Marielle Franco. Foto: Wikimedia Commons

A disputa de narrativas em torno da execução de Marielle Franco evoca atitudes e afetos diversos. Dos que compõem os grupos de pessoas e causas pelos quais lhe roubaram a vida, exige-se, sobretudo, ética. Não nos é permitido chafurdar em disputas de likes no noticiário carniceiro.

Do campo da esquerda, no qual ela buscou abrigo para vociferar que era mulher, negra e de favela, atenta ainda às questões LGBT, de religiões de matriz africana, de direitos humanos e de segurança pública, espera-se escuta ética e aquiescência para compreender que Marielle encarnava o sujeito alquímico, nominado pela antropóloga Mary Garcia Castro, nos anos 1990.

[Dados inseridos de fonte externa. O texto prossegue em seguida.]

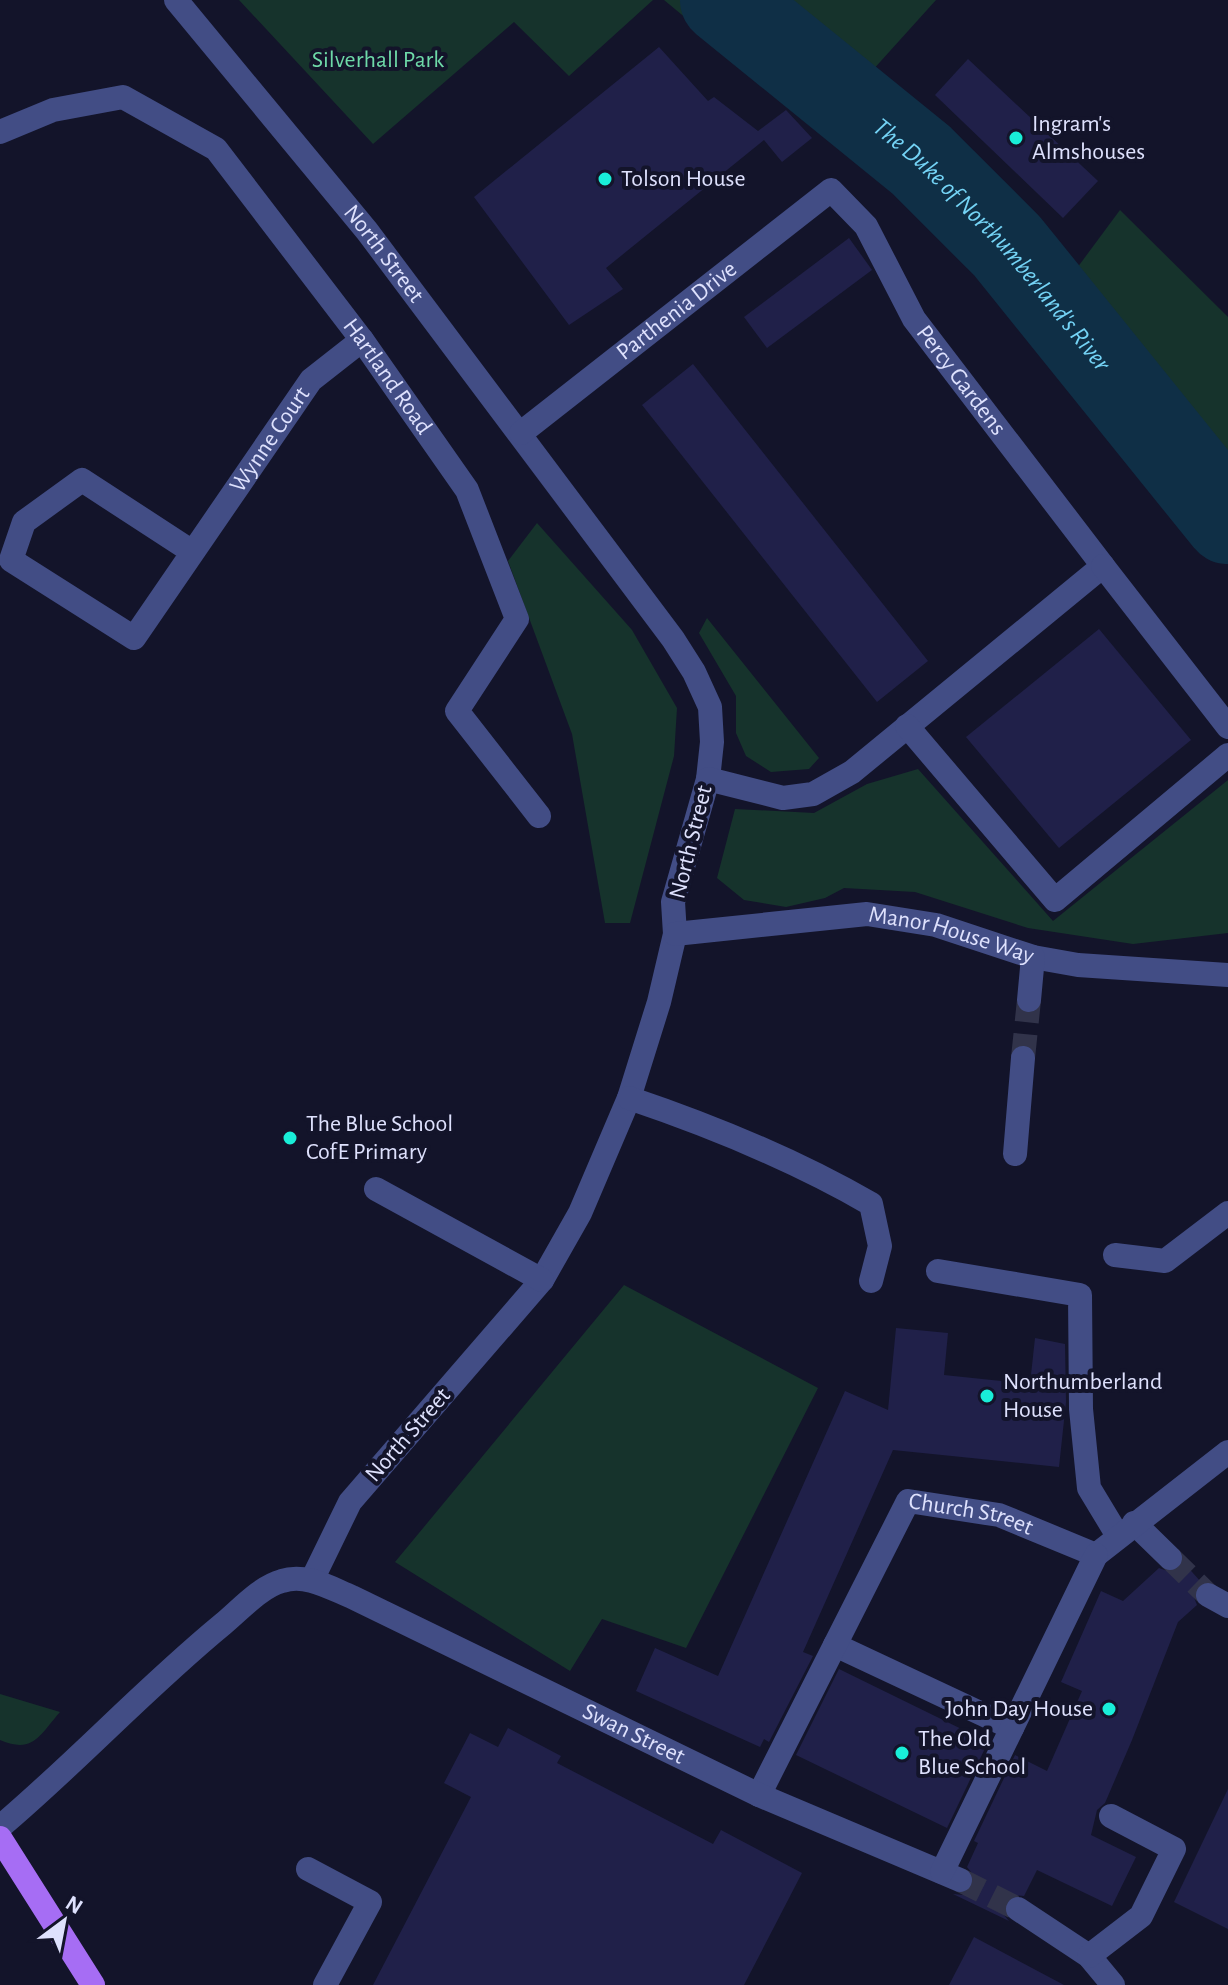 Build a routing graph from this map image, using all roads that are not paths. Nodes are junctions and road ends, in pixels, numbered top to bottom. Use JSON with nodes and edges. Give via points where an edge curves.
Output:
{"nodes":[{"id":1,"x":176,"y":0,"type":"edge"},
{"id":2,"x":0,"y":132,"type":"edge"},
{"id":3,"x":831,"y":190,"type":"joint"},
{"id":4,"x":362,"y":340,"type":"junction"},
{"id":5,"x":521,"y":433,"type":"junction"},
{"id":6,"x":191,"y":551,"type":"junction"},
{"id":7,"x":1103,"y":566,"type":"junction"},
{"id":8,"x":907,"y":726,"type":"junction"},
{"id":9,"x":1228,"y":727,"type":"edge"},
{"id":10,"x":1228,"y":755,"type":"edge"},
{"id":11,"x":708,"y":779,"type":"junction"},
{"id":12,"x":539,"y":816,"type":"dead end"},
{"id":13,"x":675,"y":934,"type":"junction"},
{"id":14,"x":1033,"y":957,"type":"junction"},
{"id":15,"x":1228,"y":975,"type":"edge"},
{"id":16,"x":1029,"y":1000,"type":"tunnel mouth"},
{"id":17,"x":1023,"y":1058,"type":"tunnel mouth"},
{"id":18,"x":629,"y":1098,"type":"junction"},
{"id":19,"x":1015,"y":1154,"type":"dead end"},
{"id":20,"x":376,"y":1189,"type":"dead end"},
{"id":21,"x":1228,"y":1213,"type":"edge"},
{"id":22,"x":1115,"y":1255,"type":"dead end"},
{"id":23,"x":938,"y":1271,"type":"dead end"},
{"id":24,"x":542,"y":1280,"type":"junction"},
{"id":25,"x":871,"y":1281,"type":"dead end"},
{"id":26,"x":1228,"y":1452,"type":"edge"},
{"id":27,"x":1126,"y":1529,"type":"junction"},
{"id":28,"x":1096,"y":1555,"type":"junction"},
{"id":29,"x":1170,"y":1558,"type":"tunnel mouth"},
{"id":30,"x":312,"y":1580,"type":"junction"},
{"id":31,"x":835,"y":1645,"type":"junction"},
{"id":32,"x":1012,"y":1728,"type":"junction"},
{"id":33,"x":759,"y":1795,"type":"junction"},
{"id":34,"x":1111,"y":1816,"type":"dead end"},
{"id":35,"x":0,"y":1827,"type":"edge"},
{"id":36,"x":0,"y":1838,"type":"edge"},
{"id":37,"x":308,"y":1869,"type":"dead end"},
{"id":38,"x":1018,"y":1909,"type":"tunnel mouth"},
{"id":39,"x":1089,"y":1956,"type":"junction"},
{"id":40,"x":93,"y":1985,"type":"edge"},
{"id":41,"x":325,"y":1985,"type":"edge"},
{"id":42,"x":1113,"y":1985,"type":"edge"}],
"edges":[{"from":1,"to":5,"type":"street","name":"North Street","via":[[367,231]]},
{"from":2,"to":4,"type":"street","name":"Hartland Road","via":[[53,110],[123,97],[203,141],[216,149]]},
{"from":3,"to":5,"type":"street","name":"Parthenia Drive"},
{"from":3,"to":7,"type":"street","name":"Percy Gardens","via":[[866,226],[914,319]]},
{"from":4,"to":6,"type":"street","name":"Wynne Court","via":[[311,380]]},
{"from":4,"to":12,"type":"street","name":"Hartland Road","via":[[467,490],[517,619],[457,711]]},
{"from":5,"to":11,"type":"street","name":"North Street","via":[[694,672],[710,707]]},
{"from":6,"to":6,"type":"street","name":"Wynne Court","via":[[134,638],[11,560],[24,522],[82,480]]},
{"from":7,"to":8,"type":"street"},
{"from":7,"to":9,"type":"street","name":"Percy Gardens"},
{"from":8,"to":10,"type":"street","via":[[1055,900]]},
{"from":8,"to":11,"type":"street","via":[[852,772],[813,794],[783,798]]},
{"from":11,"to":13,"type":"street","name":"North Street","via":[[673,902]]},
{"from":13,"to":14,"type":"street","name":"Manor House Way","via":[[867,914],[936,925]]},
{"from":13,"to":18,"type":"street","name":"North Street"},
{"from":14,"to":15,"type":"street","name":"Manor House Way"},
{"from":14,"to":16,"type":"street"},
{"from":17,"to":19,"type":"street"},
{"from":18,"to":24,"type":"street","name":"North Street","via":[[580,1213]]},
{"from":18,"to":25,"type":"street","via":[[689,1118],[832,1181],[871,1204],[880,1246]]},
{"from":20,"to":24,"type":"street"},
{"from":21,"to":22,"type":"street","via":[[1165,1261]]},
{"from":23,"to":27,"type":"street","via":[[1080,1295],[1081,1409],[1089,1488]]},
{"from":24,"to":30,"type":"street","name":"North Street","via":[[350,1502]]},
{"from":26,"to":27,"type":"street"},
{"from":27,"to":28,"type":"street"},
{"from":27,"to":29,"type":"street"},
{"from":28,"to":31,"type":"street","name":"Church Street","via":[[999,1515],[908,1501]]},
{"from":28,"to":32,"type":"street"},
{"from":30,"to":33,"type":"street","name":"Swan Street"},
{"from":30,"to":35,"type":"street","via":[[280,1581],[266,1589]]},
{"from":31,"to":32,"type":"street"},
{"from":31,"to":33,"type":"street","name":"Church Street"},
{"from":32,"to":33,"type":"street","name":"Swan Street","via":[[951,1876]]},
{"from":34,"to":39,"type":"street","via":[[1174,1849],[1141,1916]]},
{"from":36,"to":40,"type":"main road"},
{"from":37,"to":41,"type":"street","via":[[370,1902]]},
{"from":38,"to":39,"type":"street"},
{"from":39,"to":42,"type":"street"}]}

Ao mesmo tempo, uma narrativa de direita briga por espaço no imaginário dos brasileiros. Esta construção é capitaneada pela mídia golpista que busca esvaziar Marielle Franco de suas complexidades humanas e políticas, tornando-a “mártir de todos”, vítima da violência e da corrupção em espectro amplo, logo, um marionete utilizável por (e para) interesses espúrios, contrários a seu ideário e prática de vida libertários.

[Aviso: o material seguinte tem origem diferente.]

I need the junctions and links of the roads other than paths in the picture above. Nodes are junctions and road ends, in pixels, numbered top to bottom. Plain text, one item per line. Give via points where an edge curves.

A dificuldade maior de combater esta investida da mídia golpista é seu largo alcance, os números massivos de pessoas atingidas pela TV e pelo rádio e que têm essa forma de veiculação filtrada de notícias como fontes prioritárias de acesso à informação e a versões do mundo.

Desde programas dominicais vistos pela maior parte das famílias brasileiras de baixa renda a instruções dadas pelos chefes da Agência Brasil (Empresa Brasileira de Comunicações – EBC) para que editores e repórteres não cubram as manifestações públicas de resistência (no Brasil e no mundo) aos assassinatos de Marielle Franco e Anderson Gomes, restringindo-se à cobertura das investigações.

Por outro lado, valendo-se dos próprios corpos, de cartazes e discursos que consolidam a resistência à tentativa de silenciamento da luta contra o racismo, a misoginia, a supressão de direitos, o arbítrio militar em suas várias expressões, erguem-se novos sujeitos com agência e potência para enfrentar a necropolítica. São pessoas, coletivos políticos, organizações sociais diversas que buscam produzir uma narrativa dinâmica que respeite a trajetória e a memória de Marielle Franco.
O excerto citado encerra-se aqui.